Manteldesk: Mirko Weber (miw)

Stuttgart - Zuerst hängt ein fünftagebärtiger Mann im Fauteuil, hält einen gelben Kaffeebecher mit dem Aufdruck Borussia Dortmund in der Hand, fixiert sein Gegenüber - und sagt klar und deutlich: "München!" Das ist der Fußballtrainer Jürgen Klopp. Wer nicht genau hinsieht bei diesem Werbespot, denkt sich, dass er das doch wohl nicht ernst meinen wird, der Kloppo. Zwanzig Sekunden später joggt ein anschließend sehr kölsch sprechender Mann, der sich höchstens alle fünf Wochen rasieren muss, durch den heimatlichen Stadtwaldschnee, ehe sein Mobiltelefon dudelt. Und was sagt jetzt der Mann: "Münschen - kann isch mir sehr gut vorstellen!", sagt er. Das ist der Stürmer Lukas Podolski, und auch da hält man beim ersten Mal Zuschauen einen Sekundenbruchteil inne. Der wird doch nicht zurückwollen (zum FC Bayern, wo er mehr als unglücklich gewesen ist)? Dann jedoch dreht der ehemalige Honeckerliebling Kati Witt auf Kufen bei und sagt sinngemäß, dass damit ja jetzt wohl fast alles in Butter sei mit den Olympischen Spielen 2018 in München. Aber, wie gesagt: es ist Werbung. Und überhaupt alles nicht so einfach.

 

Dem Engagement der obersten, nach der Demission des zwischenzeitlichen Bewerbungschefs Willy Bogner aus dem Hut gezauberten Olympiabotschafterin Kati Witt zum Trotz nämlich und allem mantraähnlichen Zuspruch von Fußballmeistern bis hin zu Boxern, Ruderern und Handballern entgegen, hat sich am möglichen Olympiahauptaustragungsort Garmisch-Partenkirchen eine Opposition zusammengefunden, die gefürchtet ist. An diesem Sonntag wird sie auf dem Wege des Bürgerbegehrens versuchen aufzuhalten, woran hauptsächlich München seit nunmehr über zehn Jahren ernsthaft bastelt: die Bewerbung um die Olympischen Winterspiele 2018.

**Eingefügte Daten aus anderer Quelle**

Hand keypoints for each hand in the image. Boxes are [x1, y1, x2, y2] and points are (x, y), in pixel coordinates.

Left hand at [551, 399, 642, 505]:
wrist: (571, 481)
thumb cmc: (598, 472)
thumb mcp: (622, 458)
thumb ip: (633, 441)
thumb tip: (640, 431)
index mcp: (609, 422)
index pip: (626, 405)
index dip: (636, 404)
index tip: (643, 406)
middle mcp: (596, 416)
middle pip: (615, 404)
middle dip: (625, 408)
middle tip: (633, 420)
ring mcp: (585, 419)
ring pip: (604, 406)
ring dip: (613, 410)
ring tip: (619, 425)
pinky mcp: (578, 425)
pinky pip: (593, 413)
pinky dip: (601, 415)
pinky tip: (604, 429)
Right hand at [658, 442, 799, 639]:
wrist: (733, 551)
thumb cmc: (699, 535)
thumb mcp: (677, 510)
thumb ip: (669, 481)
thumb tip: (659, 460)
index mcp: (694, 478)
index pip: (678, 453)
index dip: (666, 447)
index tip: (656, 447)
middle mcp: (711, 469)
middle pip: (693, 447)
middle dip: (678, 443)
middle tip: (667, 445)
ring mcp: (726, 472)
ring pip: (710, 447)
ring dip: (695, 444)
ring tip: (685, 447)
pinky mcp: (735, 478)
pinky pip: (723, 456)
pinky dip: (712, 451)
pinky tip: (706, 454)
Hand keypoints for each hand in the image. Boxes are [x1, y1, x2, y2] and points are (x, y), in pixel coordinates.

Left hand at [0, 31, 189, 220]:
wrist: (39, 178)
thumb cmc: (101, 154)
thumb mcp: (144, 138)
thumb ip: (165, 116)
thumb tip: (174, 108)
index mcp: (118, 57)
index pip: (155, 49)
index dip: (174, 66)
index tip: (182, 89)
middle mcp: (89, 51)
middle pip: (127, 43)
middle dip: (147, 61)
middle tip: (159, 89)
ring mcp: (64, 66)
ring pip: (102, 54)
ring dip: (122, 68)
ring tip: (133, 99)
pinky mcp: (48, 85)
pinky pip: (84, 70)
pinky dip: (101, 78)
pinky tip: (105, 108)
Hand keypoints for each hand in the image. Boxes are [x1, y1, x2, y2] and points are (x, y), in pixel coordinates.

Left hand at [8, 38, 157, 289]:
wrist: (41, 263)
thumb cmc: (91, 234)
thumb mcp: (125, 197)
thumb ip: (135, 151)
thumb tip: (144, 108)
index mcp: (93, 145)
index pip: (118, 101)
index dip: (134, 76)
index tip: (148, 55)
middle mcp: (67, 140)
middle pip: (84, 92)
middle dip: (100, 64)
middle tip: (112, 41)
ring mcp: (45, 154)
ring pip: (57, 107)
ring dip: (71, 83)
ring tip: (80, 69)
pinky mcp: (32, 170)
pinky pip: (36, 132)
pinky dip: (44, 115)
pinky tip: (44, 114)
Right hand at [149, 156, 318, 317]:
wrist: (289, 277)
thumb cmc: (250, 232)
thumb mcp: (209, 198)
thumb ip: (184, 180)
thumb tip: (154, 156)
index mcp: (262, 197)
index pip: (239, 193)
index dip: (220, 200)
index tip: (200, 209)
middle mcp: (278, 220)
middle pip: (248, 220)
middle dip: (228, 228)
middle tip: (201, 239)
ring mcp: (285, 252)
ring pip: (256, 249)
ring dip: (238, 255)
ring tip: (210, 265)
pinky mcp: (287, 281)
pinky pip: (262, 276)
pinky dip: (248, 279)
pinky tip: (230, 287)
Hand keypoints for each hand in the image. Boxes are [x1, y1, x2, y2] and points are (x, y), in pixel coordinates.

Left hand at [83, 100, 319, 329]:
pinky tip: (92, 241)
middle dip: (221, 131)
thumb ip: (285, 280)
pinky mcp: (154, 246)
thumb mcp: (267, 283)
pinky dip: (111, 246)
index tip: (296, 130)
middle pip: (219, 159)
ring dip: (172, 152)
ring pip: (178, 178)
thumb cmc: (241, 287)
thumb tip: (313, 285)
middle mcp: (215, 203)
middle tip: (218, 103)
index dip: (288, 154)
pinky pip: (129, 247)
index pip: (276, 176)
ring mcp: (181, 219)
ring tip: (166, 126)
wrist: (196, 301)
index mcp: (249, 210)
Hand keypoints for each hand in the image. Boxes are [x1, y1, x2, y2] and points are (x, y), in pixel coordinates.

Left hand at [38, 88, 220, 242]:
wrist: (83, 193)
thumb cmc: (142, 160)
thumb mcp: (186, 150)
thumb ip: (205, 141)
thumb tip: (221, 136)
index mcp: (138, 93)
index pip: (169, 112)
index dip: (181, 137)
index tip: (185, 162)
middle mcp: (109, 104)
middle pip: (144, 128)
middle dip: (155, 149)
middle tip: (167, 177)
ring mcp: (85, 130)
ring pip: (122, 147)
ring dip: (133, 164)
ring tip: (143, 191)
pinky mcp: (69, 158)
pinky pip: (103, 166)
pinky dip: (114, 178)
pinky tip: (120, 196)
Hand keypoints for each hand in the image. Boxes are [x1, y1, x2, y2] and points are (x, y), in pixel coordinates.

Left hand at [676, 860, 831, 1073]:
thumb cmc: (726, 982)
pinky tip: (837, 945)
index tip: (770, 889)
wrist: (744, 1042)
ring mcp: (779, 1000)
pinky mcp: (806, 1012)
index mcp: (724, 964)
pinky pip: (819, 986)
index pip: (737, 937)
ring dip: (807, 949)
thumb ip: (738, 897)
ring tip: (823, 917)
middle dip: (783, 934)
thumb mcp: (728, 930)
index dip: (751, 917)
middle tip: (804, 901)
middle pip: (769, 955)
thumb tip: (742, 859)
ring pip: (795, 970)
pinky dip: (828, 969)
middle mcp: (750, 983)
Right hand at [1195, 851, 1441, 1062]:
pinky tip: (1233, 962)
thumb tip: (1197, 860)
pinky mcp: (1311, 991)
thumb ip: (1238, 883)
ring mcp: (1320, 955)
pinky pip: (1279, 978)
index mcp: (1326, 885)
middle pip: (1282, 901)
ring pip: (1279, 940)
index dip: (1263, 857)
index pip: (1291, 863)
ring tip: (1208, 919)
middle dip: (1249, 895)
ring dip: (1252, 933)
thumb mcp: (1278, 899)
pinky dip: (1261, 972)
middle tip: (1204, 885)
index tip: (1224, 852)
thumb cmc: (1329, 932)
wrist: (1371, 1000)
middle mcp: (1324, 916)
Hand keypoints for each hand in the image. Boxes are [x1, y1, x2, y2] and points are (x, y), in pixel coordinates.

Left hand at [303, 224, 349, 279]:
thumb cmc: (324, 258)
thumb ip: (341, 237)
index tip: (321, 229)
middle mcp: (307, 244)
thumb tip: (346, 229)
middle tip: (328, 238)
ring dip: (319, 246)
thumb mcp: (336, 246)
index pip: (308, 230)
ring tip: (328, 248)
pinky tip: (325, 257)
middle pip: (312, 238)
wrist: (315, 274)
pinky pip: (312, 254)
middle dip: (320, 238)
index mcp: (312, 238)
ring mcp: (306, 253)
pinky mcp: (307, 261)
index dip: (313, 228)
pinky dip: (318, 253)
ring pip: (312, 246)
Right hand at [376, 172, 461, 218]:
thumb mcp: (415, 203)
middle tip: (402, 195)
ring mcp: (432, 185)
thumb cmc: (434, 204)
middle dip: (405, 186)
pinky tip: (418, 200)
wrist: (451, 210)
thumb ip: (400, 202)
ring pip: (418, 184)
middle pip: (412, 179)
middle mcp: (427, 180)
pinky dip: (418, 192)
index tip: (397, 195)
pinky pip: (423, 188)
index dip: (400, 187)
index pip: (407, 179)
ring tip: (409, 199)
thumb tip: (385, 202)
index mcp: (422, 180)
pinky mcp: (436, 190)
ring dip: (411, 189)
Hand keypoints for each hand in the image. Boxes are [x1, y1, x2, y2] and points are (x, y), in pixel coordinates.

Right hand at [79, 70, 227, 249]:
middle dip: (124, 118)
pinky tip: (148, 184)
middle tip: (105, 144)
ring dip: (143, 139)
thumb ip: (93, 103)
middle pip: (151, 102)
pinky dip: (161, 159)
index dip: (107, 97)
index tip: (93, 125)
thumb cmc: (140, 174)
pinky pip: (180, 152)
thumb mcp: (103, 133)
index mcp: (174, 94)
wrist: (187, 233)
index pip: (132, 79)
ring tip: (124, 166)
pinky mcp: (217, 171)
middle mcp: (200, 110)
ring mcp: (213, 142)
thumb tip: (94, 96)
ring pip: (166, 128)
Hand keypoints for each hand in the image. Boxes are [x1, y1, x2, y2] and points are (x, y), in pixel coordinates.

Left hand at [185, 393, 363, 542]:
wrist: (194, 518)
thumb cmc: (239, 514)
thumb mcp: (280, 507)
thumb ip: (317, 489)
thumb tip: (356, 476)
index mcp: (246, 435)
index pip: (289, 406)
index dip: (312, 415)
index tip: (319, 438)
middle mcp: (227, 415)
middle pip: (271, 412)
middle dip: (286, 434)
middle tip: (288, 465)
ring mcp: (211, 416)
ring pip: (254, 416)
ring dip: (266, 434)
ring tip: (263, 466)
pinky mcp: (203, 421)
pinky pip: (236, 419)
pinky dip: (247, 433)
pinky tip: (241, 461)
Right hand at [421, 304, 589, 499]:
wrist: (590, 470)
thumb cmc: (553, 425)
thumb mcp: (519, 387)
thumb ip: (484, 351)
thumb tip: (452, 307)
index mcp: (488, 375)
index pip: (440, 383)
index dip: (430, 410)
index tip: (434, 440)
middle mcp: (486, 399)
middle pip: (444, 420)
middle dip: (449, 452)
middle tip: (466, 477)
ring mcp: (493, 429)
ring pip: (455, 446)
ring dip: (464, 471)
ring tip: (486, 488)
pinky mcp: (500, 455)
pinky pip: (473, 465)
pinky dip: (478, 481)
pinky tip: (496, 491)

Konkurrenz aus Frankreich und Korea

Entscheidet sich die Mehrheit der 21.000 Wahlberechtigten vor Ort gegen die Bewerbung, ist München praktisch aus dem Rennen. Dann ist die Gemeinde rechtlich verpflichtet, prüfen zu lassen, was die bereits mit dem IOC geschlossenen Verträge wert sind. Das kann dauern und demoliert unterdessen alle anderen Aktivitäten. Läuft es umgekehrt, solidarisiert sich Garmisch eindeutig mit den möglichen Spielen, wird es darauf ankommen, ob die Befürworter beim IOC den bleibenden Eindruck hinterlassen. Garmisch hat direkte Konkurrenz aus Frankreich (Annecy) und Korea (Pyeongchang), die schlafen nicht. Nach den bisherigen Bewerbungsrunden hat Pyeongchang bei den internationalen Beobachtern mit seiner bereits dritten Bewerbung den stärksten Eindruck hinterlassen. Dagegen werden Annecy eher Außenseiterchancen eingeräumt. Endgültig entschieden wird Anfang Juli in Durban, Südafrika.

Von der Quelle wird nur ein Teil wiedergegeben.